Adalah Maria (nama samaran). Di tahun 2014, Maria sedang kuliah tingkat akhir jurusan Perhotelan di sebuah perguruan tinggi swasta di Jakarta. Di tahun terakhir itu, ia diwajibkan mengambil praktik kerja.

Untuk itu, Maria memutuskan mengambil praktik kerja di Pulau Dewata. Banyaknya hotel tingkat internasional dan turis yang datang menjadi alasan utama Maria berani meninggalkan keluarga kecilnya di Jakarta. Meski ia merupakan anak satu-satunya, ayah dan ibu Maria tetap mendukung keputusan itu. Akhirnya, Maria memulai karir perhotelannya di Banyan Tree, Ungasan, Bali.

Di resor bintang lima itu, Maria bertemu dengan Putu (nama samaran), seorang pria asli Bali. Konon katanya, Putu naksir Maria duluan. Putu memang melancarkan jurus PDKT-nya dan akhirnya membuat Maria terpikat.

Singkat kata, Maria dan Putu berdua berpacaran. Ke mana-mana berdua. “Kerja bareng dan lain-lain. Ya… most likely we lived together gitu.”

Seiring berjalannya waktu, makin banyak kegiatan yang dilakukan bersama. Kedua keluarga mereka pun mengetahui hubungan ini. Meski berbeda keyakinan, kedua keluarga Maria-Putu tetap menyambut baik hubungan serius pertama bagi Maria ini.

Satu hal yang mereka tidak ketahui, Maria dan Putu juga berhubungan seks. Itu pun baru dimulai sekitar satu tahun setelah kami berpacaran. Kos Maria menjadi tempat di mana mereka biasa melakukan hubungan itu.

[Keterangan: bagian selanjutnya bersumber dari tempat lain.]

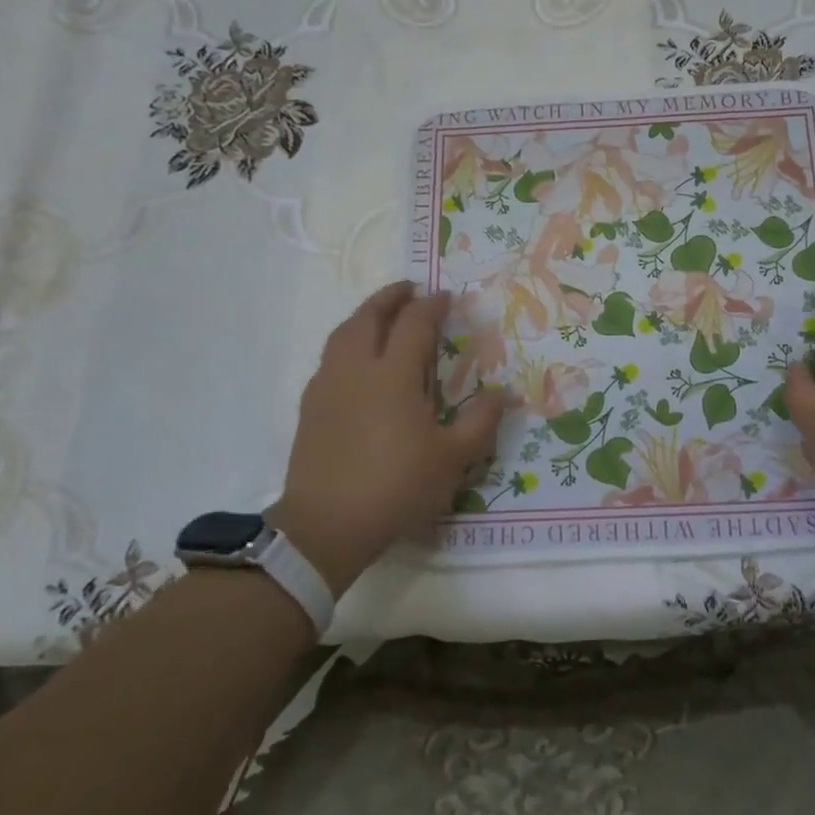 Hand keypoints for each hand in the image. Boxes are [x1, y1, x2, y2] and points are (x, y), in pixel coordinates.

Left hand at [268, 282, 504, 592]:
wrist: (326, 525)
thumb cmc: (396, 486)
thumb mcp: (452, 458)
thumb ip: (481, 422)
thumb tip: (504, 393)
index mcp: (394, 375)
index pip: (414, 324)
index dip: (432, 306)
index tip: (446, 297)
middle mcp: (357, 369)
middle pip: (369, 317)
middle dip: (390, 297)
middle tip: (408, 288)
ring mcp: (328, 386)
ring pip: (343, 334)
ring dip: (364, 315)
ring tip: (380, 315)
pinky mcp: (310, 407)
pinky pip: (329, 358)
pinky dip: (347, 343)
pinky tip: (355, 360)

Awalnya, mereka sempat menggunakan kondom untuk “bermain aman”. Namun rasanya tidak nyaman sehingga akhirnya mereka memutuskan tak menggunakan “pengaman” apapun. Kebetulan, Maria selalu teratur datang bulan. Kalender itu lah yang menjadi andalan mereka berdua untuk berhubungan seks.

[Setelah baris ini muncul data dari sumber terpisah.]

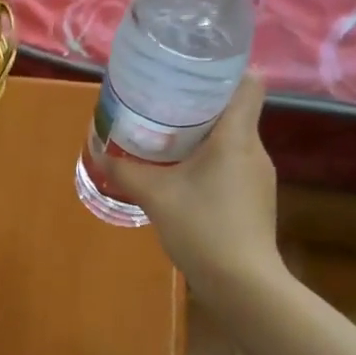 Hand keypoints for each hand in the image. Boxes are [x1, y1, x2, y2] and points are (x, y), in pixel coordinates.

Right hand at [108, 74, 281, 301]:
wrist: (242, 284)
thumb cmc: (203, 228)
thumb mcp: (155, 196)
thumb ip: (126, 171)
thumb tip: (97, 151)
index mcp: (237, 137)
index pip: (249, 84)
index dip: (227, 70)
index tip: (195, 70)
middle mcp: (254, 150)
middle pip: (235, 110)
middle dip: (202, 104)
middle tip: (165, 101)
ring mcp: (258, 176)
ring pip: (233, 139)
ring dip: (205, 135)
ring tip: (169, 136)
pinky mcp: (255, 198)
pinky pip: (232, 164)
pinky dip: (210, 160)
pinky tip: (184, 175) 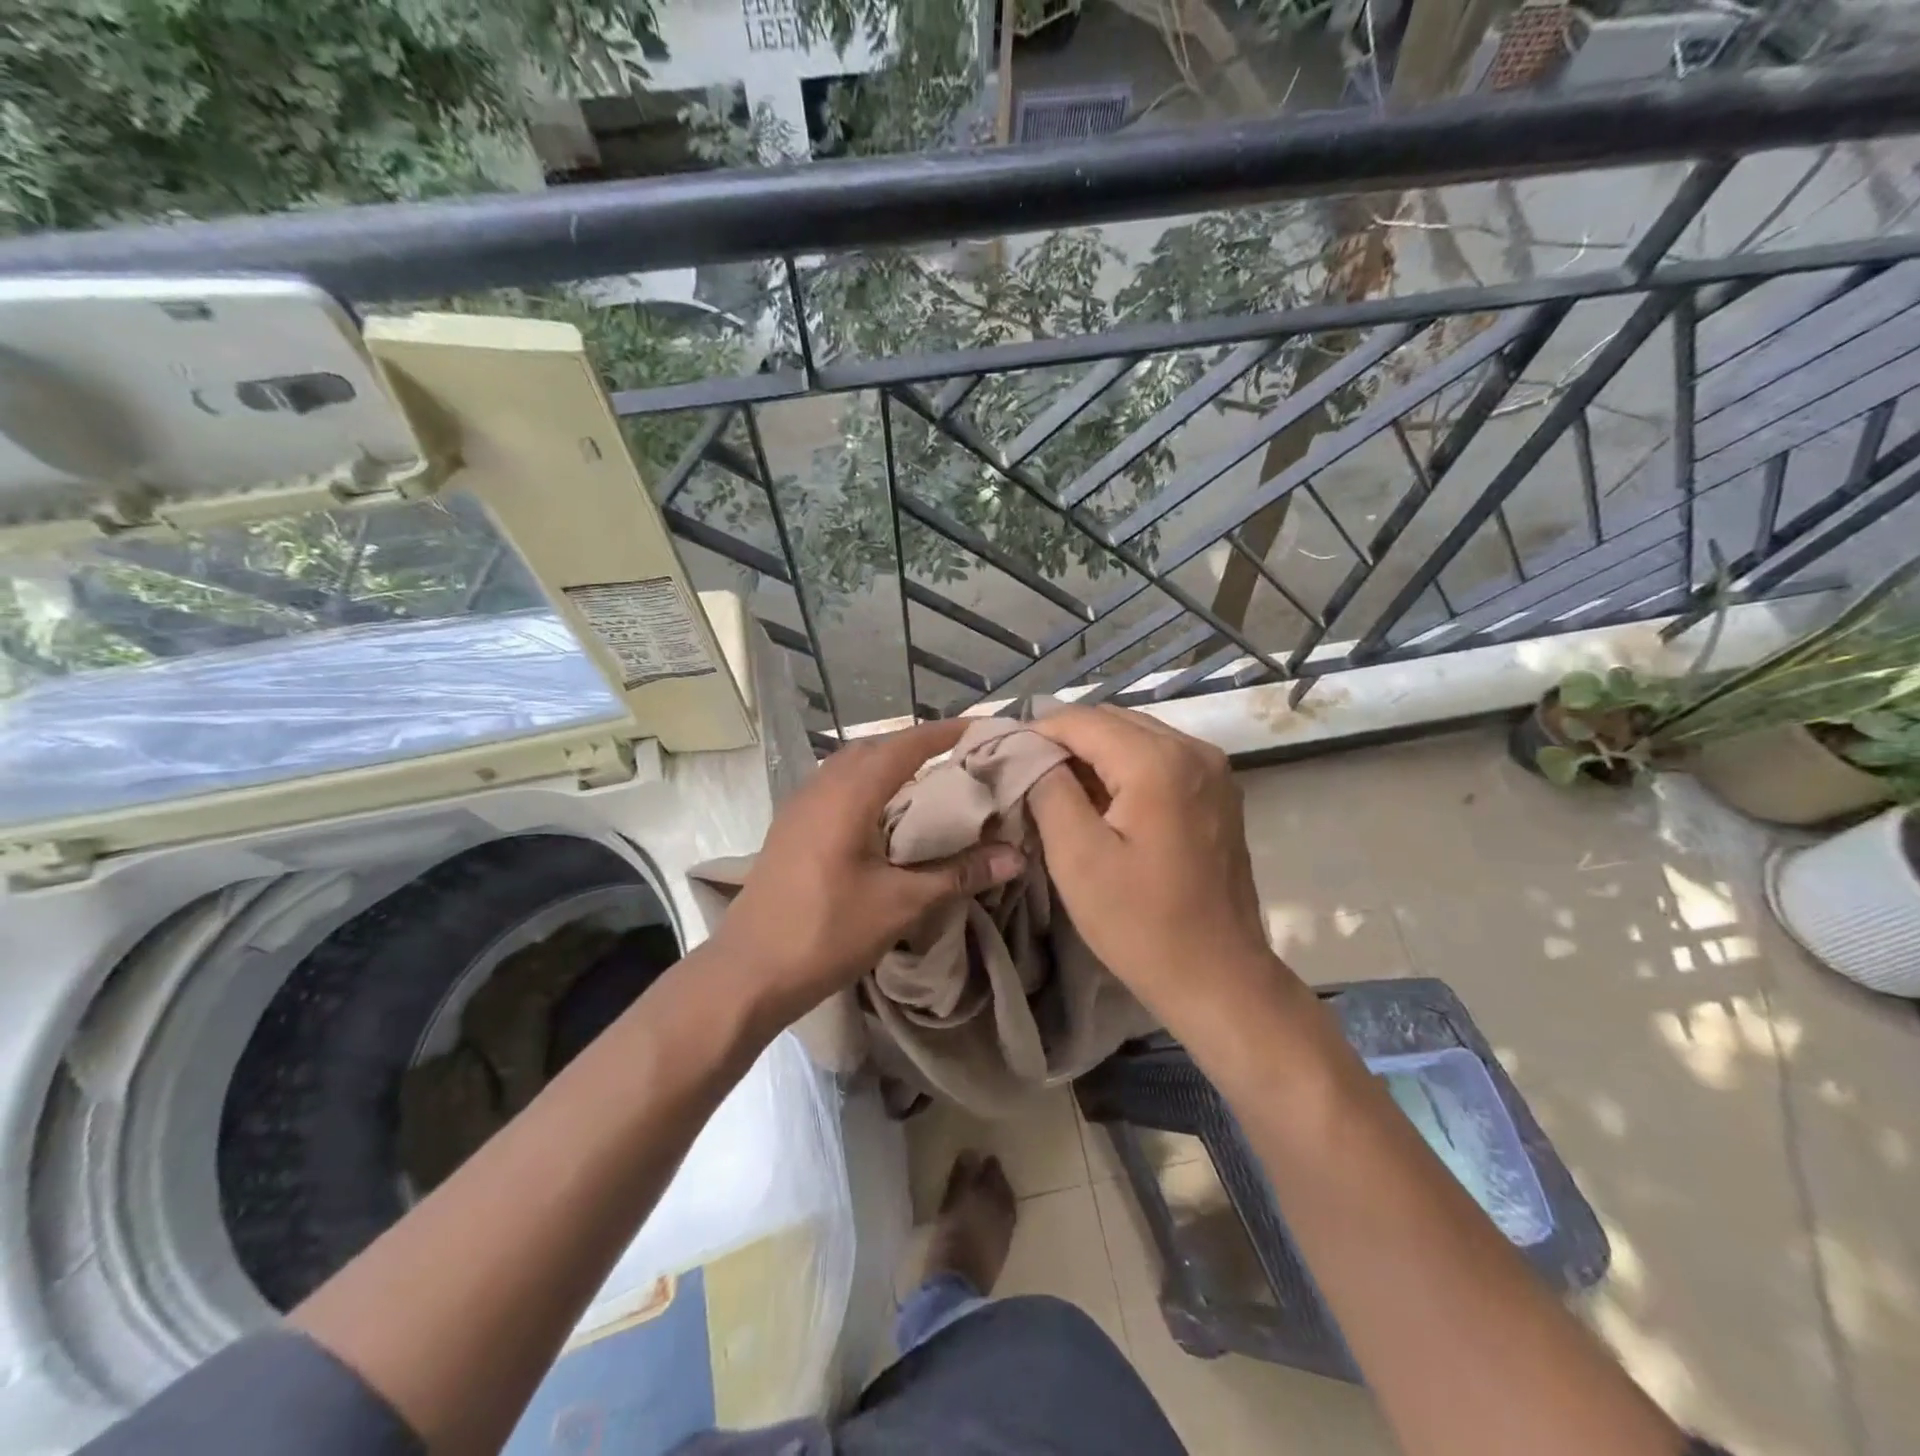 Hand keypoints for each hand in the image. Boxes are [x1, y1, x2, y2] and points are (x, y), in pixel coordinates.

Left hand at [713, 719, 1025, 1026]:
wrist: (749, 972)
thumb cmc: (827, 933)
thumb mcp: (901, 903)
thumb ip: (958, 873)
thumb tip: (1016, 857)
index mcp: (848, 794)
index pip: (905, 745)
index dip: (945, 733)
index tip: (981, 728)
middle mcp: (821, 787)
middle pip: (876, 748)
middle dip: (918, 745)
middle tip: (961, 756)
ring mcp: (799, 805)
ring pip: (851, 765)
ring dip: (889, 763)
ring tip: (928, 779)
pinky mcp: (790, 827)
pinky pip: (835, 786)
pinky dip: (867, 784)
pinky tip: (883, 813)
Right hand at [1027, 705, 1298, 1037]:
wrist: (1218, 977)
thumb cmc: (1141, 923)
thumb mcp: (1077, 857)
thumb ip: (1048, 789)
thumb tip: (1030, 753)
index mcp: (1158, 761)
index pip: (1081, 721)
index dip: (1035, 733)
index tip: (1001, 758)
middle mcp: (1193, 749)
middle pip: (1111, 721)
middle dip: (1064, 741)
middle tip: (1025, 774)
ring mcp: (1212, 769)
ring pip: (1135, 736)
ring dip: (1093, 754)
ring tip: (1056, 788)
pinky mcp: (1217, 792)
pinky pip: (1159, 758)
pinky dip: (1123, 768)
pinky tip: (1100, 801)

Untuk mendapatkan “keamanan ekstra”, Maria bercerita kalau ia sempat terpikir menggunakan KB. “Either taking pills atau injection. Yang jelas, spiral enggak. Tapi Putu kemudian bilang, ‘Gue enggak mau lo ngerusak badan lo dengan kayak gitu untuk, for the sake of pleasure. Mending depending ke kalender aja’.” Maria akhirnya mengurungkan niat tersebut.

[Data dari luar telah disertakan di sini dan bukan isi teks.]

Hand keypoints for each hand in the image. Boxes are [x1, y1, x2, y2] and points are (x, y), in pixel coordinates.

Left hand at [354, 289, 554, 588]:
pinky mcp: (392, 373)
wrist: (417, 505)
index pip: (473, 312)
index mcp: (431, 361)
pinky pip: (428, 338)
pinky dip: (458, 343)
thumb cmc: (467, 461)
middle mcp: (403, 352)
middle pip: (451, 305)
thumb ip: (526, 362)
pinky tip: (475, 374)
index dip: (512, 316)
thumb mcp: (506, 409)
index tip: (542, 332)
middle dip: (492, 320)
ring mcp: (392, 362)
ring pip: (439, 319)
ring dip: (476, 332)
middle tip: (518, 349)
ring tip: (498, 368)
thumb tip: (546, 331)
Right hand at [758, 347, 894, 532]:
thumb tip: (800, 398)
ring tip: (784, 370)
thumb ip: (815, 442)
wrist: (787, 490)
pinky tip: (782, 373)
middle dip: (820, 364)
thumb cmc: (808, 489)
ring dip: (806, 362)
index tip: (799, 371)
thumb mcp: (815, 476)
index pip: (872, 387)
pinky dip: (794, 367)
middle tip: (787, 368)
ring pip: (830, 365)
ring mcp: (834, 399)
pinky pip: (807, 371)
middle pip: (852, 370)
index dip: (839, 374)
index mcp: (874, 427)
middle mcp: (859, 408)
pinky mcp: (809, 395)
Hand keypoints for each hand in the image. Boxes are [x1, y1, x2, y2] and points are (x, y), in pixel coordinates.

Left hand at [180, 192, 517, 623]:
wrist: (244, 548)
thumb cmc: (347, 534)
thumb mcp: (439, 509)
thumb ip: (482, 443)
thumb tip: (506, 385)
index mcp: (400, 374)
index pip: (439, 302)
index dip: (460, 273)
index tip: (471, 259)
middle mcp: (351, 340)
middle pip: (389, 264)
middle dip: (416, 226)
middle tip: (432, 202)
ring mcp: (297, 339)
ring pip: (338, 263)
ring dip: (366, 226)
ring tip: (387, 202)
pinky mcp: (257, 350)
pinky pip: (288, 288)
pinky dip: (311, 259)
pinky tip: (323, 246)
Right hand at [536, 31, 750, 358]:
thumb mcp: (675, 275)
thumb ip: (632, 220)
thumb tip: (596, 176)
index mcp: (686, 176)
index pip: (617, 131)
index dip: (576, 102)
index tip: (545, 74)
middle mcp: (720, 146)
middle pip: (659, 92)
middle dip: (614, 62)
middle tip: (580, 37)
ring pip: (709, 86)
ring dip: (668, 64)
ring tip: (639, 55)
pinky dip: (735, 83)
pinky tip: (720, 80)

Mengingat mereka rutin berhubungan, Maria juga rutin mengecek kondisi tubuhnya dengan test pack. Putu selalu ada di samping Maria untuk melihat hasil test pack tersebut. Untungnya, hasil test pack selalu negatif.

Namun di bulan Maret 2016, Maria sadar bahwa tamu yang biasanya datang rutin itu belum juga tiba. Putu langsung mengajak Maria membeli test pack dan mengeceknya bersama. Betul saja, pagi itu, test pack yang ia gunakan menunjukkan garis dua alias positif hamil.

“Otomatis ekspresi yang pertama came out dari gue adalah gue nangis. Karena, honestly, bingung what to do.”

Putu yang berada di sampingnya berusaha menenangkan Maria sembari bertanya langkah apa yang baiknya mereka ambil. Maria yang tak pantang menyerah pun ingin melakukan test pack sekali lagi. Ternyata, garis dua tersebut tak berubah.

Meski diawali dengan tangisan, Maria tetap bersyukur akan kemunculan garis dua tersebut. “Di sisi lain, gue ngerasa happy karena, kok gue sehat, ya? Bisa kayak gini [hamil],” kata Maria yang kini berusia 26 tahun. Ditambah lagi, Putu pun sudah menegaskan bahwa ia tak akan meninggalkan Maria. Janji Putu itu membuat Maria makin bersyukur akan keadaannya tiga tahun lalu.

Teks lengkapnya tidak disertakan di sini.